This is not an Italian building…or is it?
Italian Culture's Global Influence
Languages and cultures indeed belong to specific geographic areas, but their presence and influence travel around the world. The image to the right depicts the Modern Wing of the Art Institute of Chicago, designed by Renzo Piano, the world-renowned architect from Genoa, Italy. His work in the United States includes iconic landmarks such as the New York Times Building and the Morgan Library in New York, the Los Angeles County Museum of Art Resnick Pavilion, the Harvard Art Museum, and the Isabella Stewart Gardner Museum Expansion in Boston. Piano is also the mind behind many other iconic buildings in the US and around the world, from Paris’ Centre George Pompidou to the London Bridge Tower, to numerous other structures in Tokyo, Shanghai, Sydney, New Caledonia, and, of course, all over Italy and Europe.

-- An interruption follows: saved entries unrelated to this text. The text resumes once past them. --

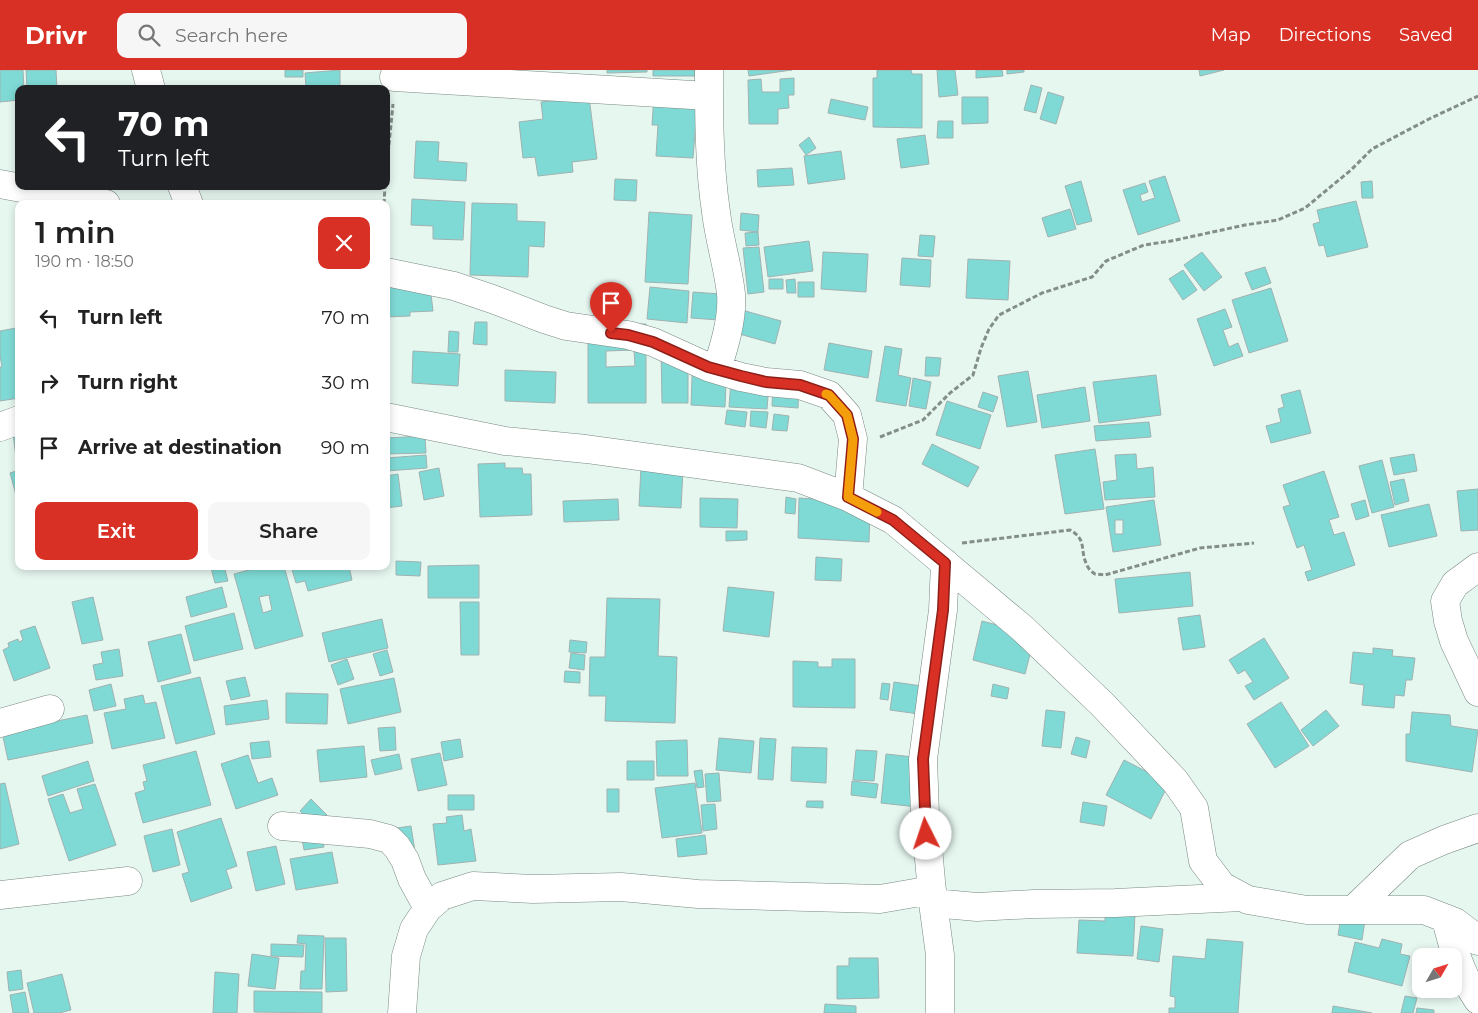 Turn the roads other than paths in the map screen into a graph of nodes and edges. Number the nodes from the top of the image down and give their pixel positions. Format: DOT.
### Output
graph roads {
  1 [pos="146,70"];
  2 [pos="394,77"];
  3 [pos="709,83"];
  4 [pos="150,85"];
  5 [pos="0,184"];
  6 [pos="15,187"];
  7 [pos="32,190"];
  8 [pos="85,200"];
  9 [pos="390,273"];
  10 [pos="717,369"];
  11 [pos="390,418"];
  12 [pos="15,421"];
  13 [pos="0,426"];
  14 [pos="848,497"];
  15 [pos="945,563"];
  16 [pos="1478,567"];
  17 [pos="1478,692"];
  18 [pos="50,709"];
  19 [pos="0,723"];
  20 [pos="282,826"];
  21 [pos="1478,828"];
  22 [pos="128,881"];
  23 [pos="0,895"];
  24 [pos="932,896"];
  25 [pos="1242,897"];
  26 [pos="428,908"];
  27 [pos="1354,909"];
  28 [pos="1446,918"];
  29 [pos="1478,941"];
  30 [pos="1478,1000"];
  31 [pos="402,1013"];
  32 [pos="940,1013"];
  1 -- 4 [label="street"];
  2 -- 3 [label="street"];
  3 -- 10 [label="street"];
  5 -- 6 [label="street"];
  7 -- 8 [label="street"];
  9 -- 10 [label="street"];
  10 -- 14 [label="street"];
  11 -- 14 [label="street"];
  12 -- 13 [label="street"];
  14 -- 15 [label="street"];
  15 -- 24 [label="street"];
  15 -- 25 [label="street"];
  16 -- 17 [label="street"];
  18 -- 19 [label="street"];
  20 -- 26 [label="street"];
  21 -- 27 [label="street"];
  22 -- 23 [label="street"];
  24 -- 25 [label="street"];
  24 -- 26 [label="street"];
  24 -- 32 [label="street"];
  25 -- 27 [label="street"];
  26 -- 31 [label="street"];
  27 -- 28 [label="street"];
  28 -- 29 [label="street"];
  28 -- 30 [label="street"];
}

Piano’s work for the Chicago Art Institute is just one example of how the artistic contributions of Italian arts to the world go well beyond the legacy of the timeless masterpieces of the Renaissance Masters and their tradition. That tradition is indeed alive and present in the definitively modern work of fashion and industrial designers, architects and engineers. This daily relationship with beauty is what makes Italian style a trademark of elegance and refined taste cherished by the most prestigious international institutions and individuals the world over. That creative spirit born from a centuries-old tradition is perhaps the most powerful driving force behind Italy’s economy today, Italy’s most recognizable trade mark in the international community, and an inexhaustible reservoir of ideas and inspiration that is waiting to reveal its secrets to young and curious minds.